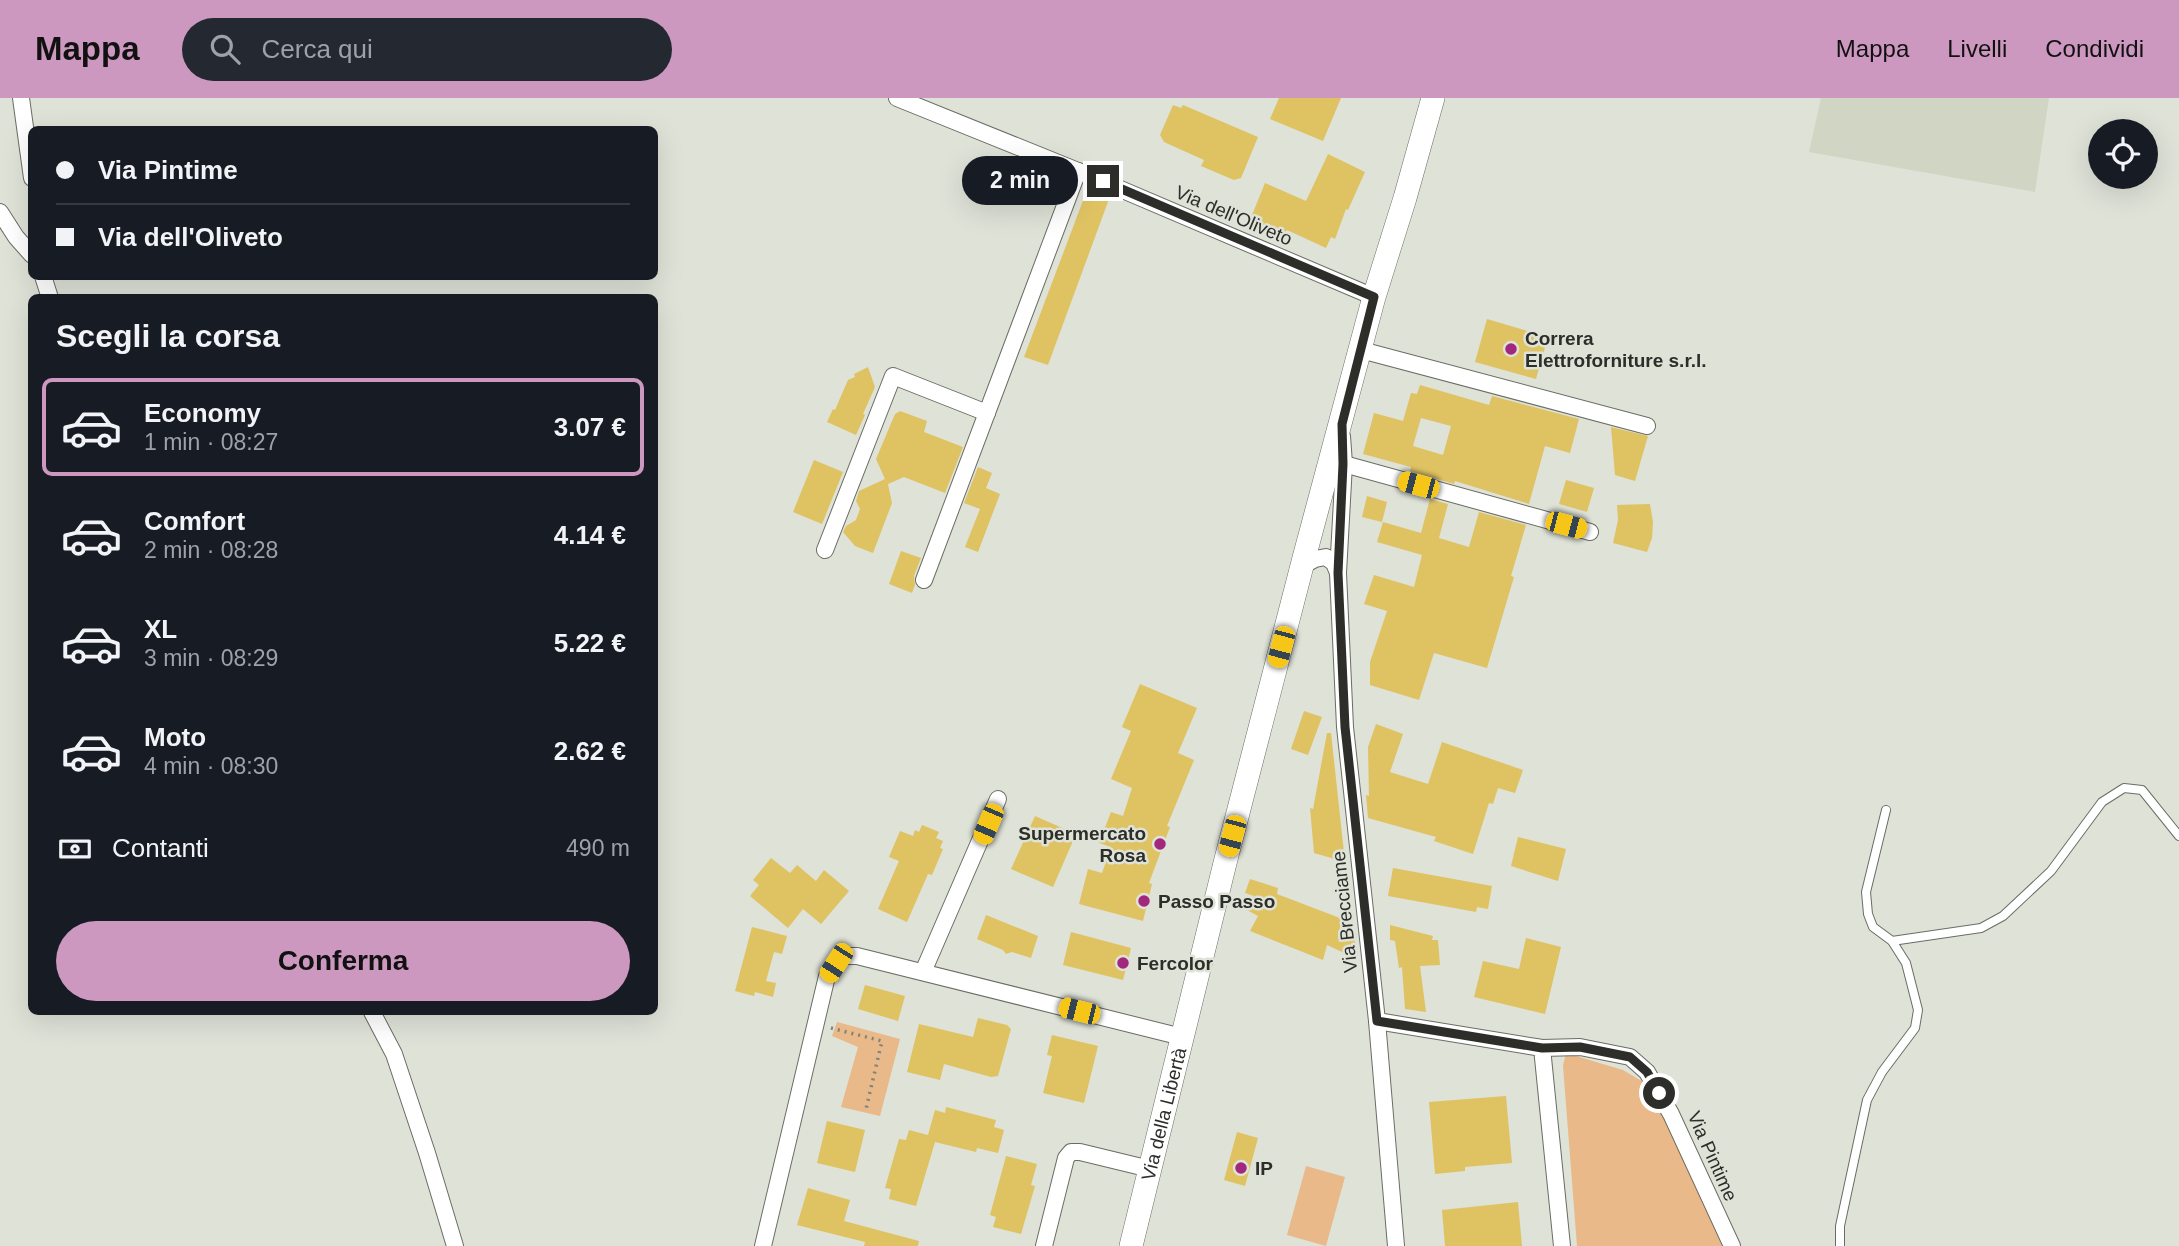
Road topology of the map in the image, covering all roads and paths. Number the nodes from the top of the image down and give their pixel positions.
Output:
1 (21, 98) edge
2 (897, 98) edge
3 (1433, 98) edge
4 (28, 149) edge
5 (1078, 170) junction
6 (0, 212) edge
7 (28, 251) edge
8 (1374, 297) junction
9 (1361, 350) junction
10 (987, 413) junction
11 (1342, 424) junction
12 (1647, 426) dead end
13 (1343, 464) junction
14 (1590, 532) dead end
15 (825, 550) dead end
16 (1302, 566) junction
17 (1338, 573) junction
18 (925, 580) dead end
19 (998, 799) dead end
20 (1886, 810) dead end
21 (2179, 836) edge
22 (1892, 941) junction
23 (923, 972) junction
24 (374, 1015) edge
25 (1377, 1021) junction
26 (816, 1023) junction
27 (1182, 1037) junction
28 (1542, 1048) junction
29 (866, 1109) dead end
30 (1150, 1169) junction
31 (454, 1246) edge
32 (763, 1246) edge
33 (1044, 1246) edge
34 (1131, 1246) edge
35 (1396, 1246) edge
36 (1562, 1246) edge
37 (1732, 1246) edge
38 (1840, 1246) edge

1 - 4 street
2 - 5 street, Via dell'Oliveto
3 - 8 main road
5 - 8 street, Via dell'Oliveto
5 - 10 street
6 - 7 street
8 - 9 main road
9 - 11 main road
9 - 12 street
10 - 15 street
10 - 18 street
11 - 13 street, Via Brecciame
11 - 16 main road
13 - 14 street
13 - 17 street, Via Brecciame
16 - 17 street
16 - 27 main road
17 - 25 street, Via Brecciame
19 - 23 street
20 - 22 lane
21 - 22 lane
22 - 38 lane
23 - 26 street, Via della Libertà
23 - 27 street, Via della Libertà
24 - 31 street
25 - 28 street, Via Pintime
25 - 35 street, Via Brecciame
26 - 29 path
26 - 32 street, Via della Libertà
27 - 30 main road, Via della Libertà
28 - 36 street
28 - 37 street, Via Pintime
30 - 33 street
30 - 34 main road, Via della Libertà

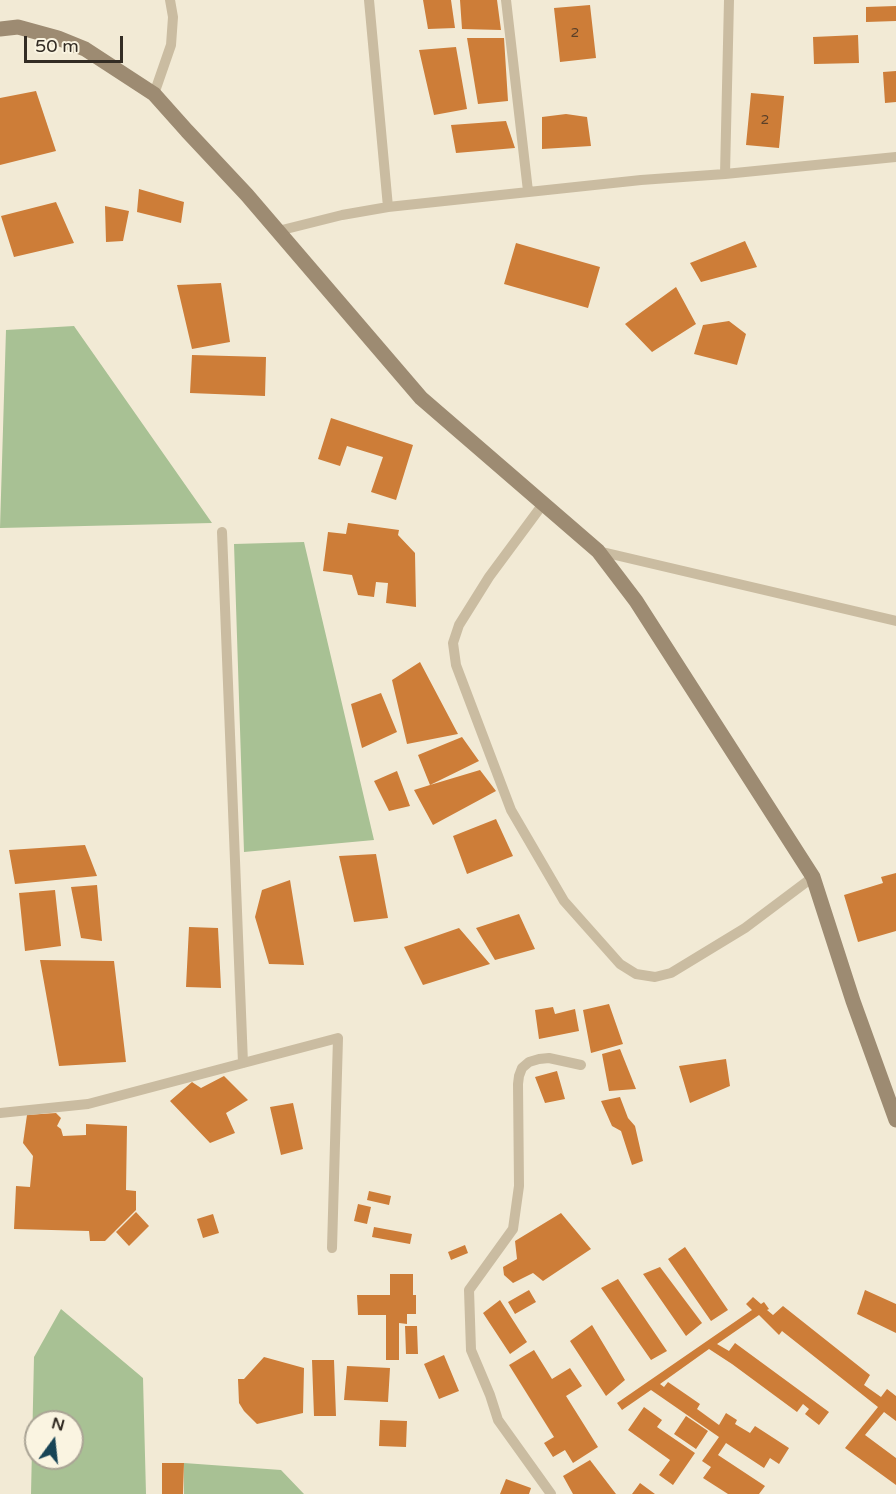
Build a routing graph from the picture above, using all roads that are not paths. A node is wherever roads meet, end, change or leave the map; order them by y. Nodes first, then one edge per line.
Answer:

=====

#### [PROBLEM TO SOLVE]
Go through the material above and repeat it exactly. Omit the pictures.

#### [EXERCISE RESULT]
Road topology of the map in the image, covering all roads and paths. Number the nodes from the top of the image down and give their pixel positions.
Output:
1 (21, 98) edge
2 (897, 98) edge
3 (1433, 98) edge
4 (28, 149) edge
5 (1078, 170) junction
6 (0, 212) edge
7 (28, 251) edge
8 (1374, 297) junction
9 (1361, 350) junction
10 (987, 413) junction
11 (1342, 424) junction
12 (1647, 426) dead end
13 (1343, 464) junction
14 (1590, 532) dead end
15 (825, 550) dead end
16 (1302, 566) junction
17 (1338, 573) junction
18 (925, 580) dead end
19 (998, 799) dead end
20 (1886, 810) dead end
21 (2179, 836) edge
22 (1892, 941) junction
23 (923, 972) junction
24 (374, 1015) edge
25 (1377, 1021) junction
26 (816, 1023) junction
27 (1182, 1037) junction
28 (1542, 1048) junction
29 (866, 1109) dead end
30 (1150, 1169) junction
31 (454, 1246) edge
32 (763, 1246) edge
33 (1044, 1246) edge
34 (1131, 1246) edge
35 (1396, 1246) edge
36 (1562, 1246) edge
37 (1732, 1246) edge
38 (1840, 1246) edge

1 - 4 street
2 - 5 street, Via dell'Oliveto
3 - 8 main road
5 - 8 street, Via dell'Oliveto
5 - 10 street
6 - 7 street
8 - 9 main road
9 - 11 main road
9 - 12 street
10 - 15 street
10 - 18 street
11 - 13 street, Via Brecciame
11 - 16 main road
13 - 14 street
13 - 17 street, Via Brecciame
16 - 17 street
16 - 27 main road
17 - 25 street, Via Brecciame
19 - 23 street
20 - 22 lane
21 - 22 lane
22 - 38 lane
23 - 26 street, Via della Libertà
23 - 27 street, Via della Libertà
24 - 31 street
25 - 28 street, Via Pintime
25 - 35 street, Via Brecciame
26 - 29 path
26 - 32 street, Via della Libertà
27 - 30 main road, Via della Libertà
28 - 36 street
28 - 37 street, Via Pintime
30 - 33 street
30 - 34 main road, Via della Libertà

Build a routing graph from the picture above, using all roads that are not paths. A node is wherever roads meet, end, change or leave the map; order them by y. Nodes first, then one edge per line.
Answer:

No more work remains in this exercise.